In the revisions field, some revision objects might only contain a hash value and no other attributes. These are internal-only system revisions that don't contain user data. An export job includes these revisions in their respective blocks because the hashes of these revisions are part of the journal's full hash chain. The full hash chain is required for cryptographic verification.

Down-converting to JSON

If you specify JSON as the output format of your export job, QLDB down-converts the Amazon Ion journal data to JSON in your exported data objects. However, converting Ion to JSON is lossy in certain cases where your data uses the rich Ion types that don't exist in JSON.

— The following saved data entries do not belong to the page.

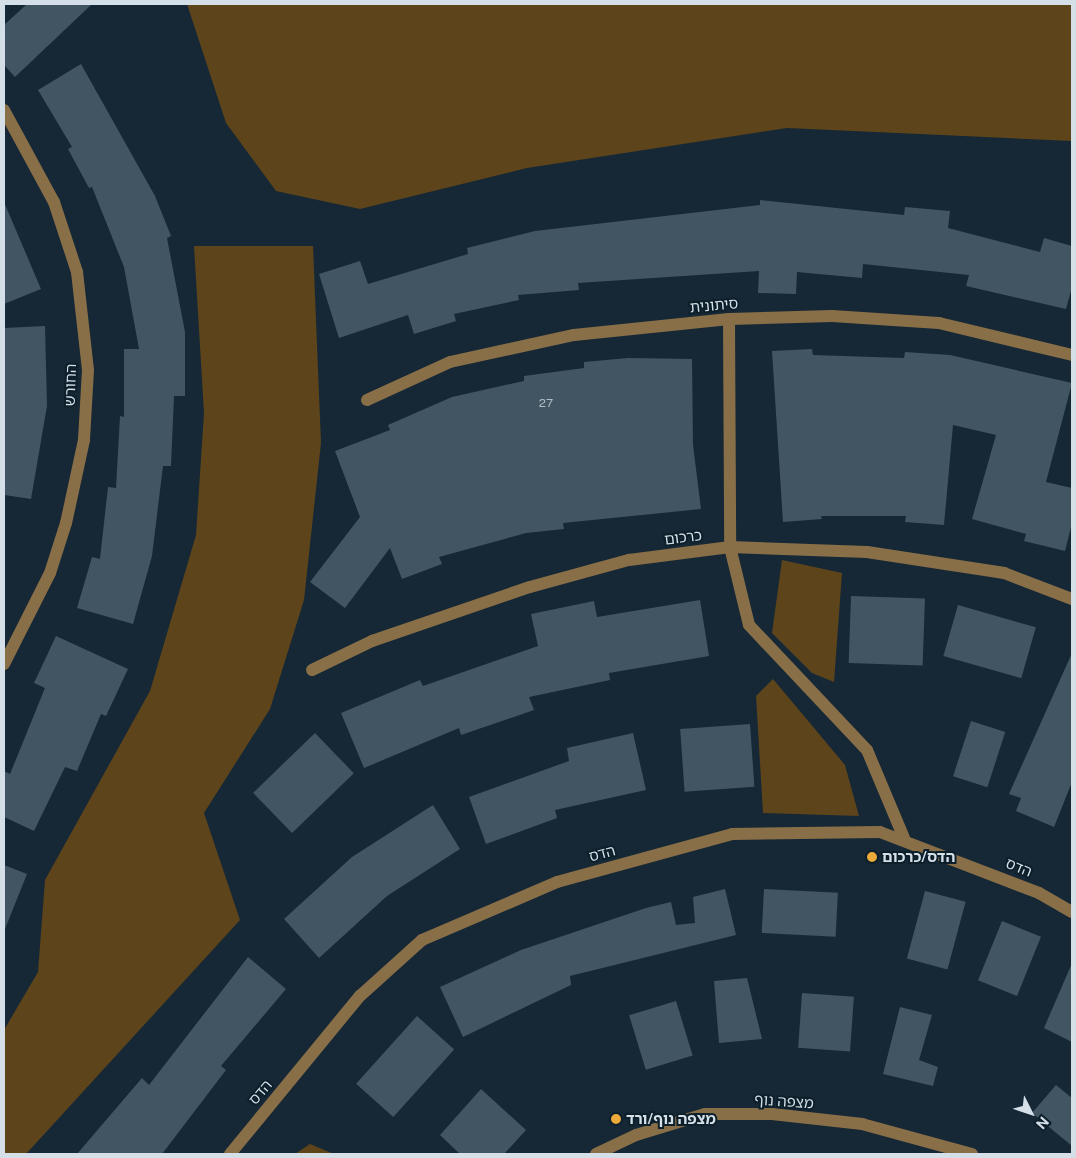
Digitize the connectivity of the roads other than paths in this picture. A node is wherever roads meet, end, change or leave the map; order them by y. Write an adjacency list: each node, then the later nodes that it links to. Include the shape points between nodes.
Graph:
1 (4, 110): 7 (street, החורש, via 54,202 77,272 88,370 84,440 66,523 50,573)
2 (729, 319): 3 (street, סיתונית, via 832,316 938,324); 4 (street, סיתונית, via 574,335 450,362); 5 (street)
3 (1072, 355)
4 (367, 400)
5 (730, 547): 6 (street, כרכום, via 867,552 1004,573); 8 (street, כרכום, via 630,560 530,587 372,641); 9 (street, via 749,626 867,750)
6 (1072, 599)
7 (5, 660)
8 (312, 670)
9 (904, 838): 10 (street, הדס, via 1039,892); 11 (street, הדס, via 880,832 732,834 557,882 422,940 360,996)
10 (1072, 912)
11 (230, 1154)
12 (596, 1154): 13 (street, מצפה נוף, via 636,1135 705,1114 772,1114 862,1124)
13 (972, 1154)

For details about Ion to JSON conversion rules, see Down-converting to JSON in the Amazon Ion Cookbook.

Export processor library (Java)

QLDB provides an extensible framework for Java that streamlines the processing of exports in Amazon S3. This framework library handles the work of reading an export's output and iterating through the exported blocks in sequential order. To use this export processor, see the GitHub repository awslabs/amazon-qldb-export-processor-java.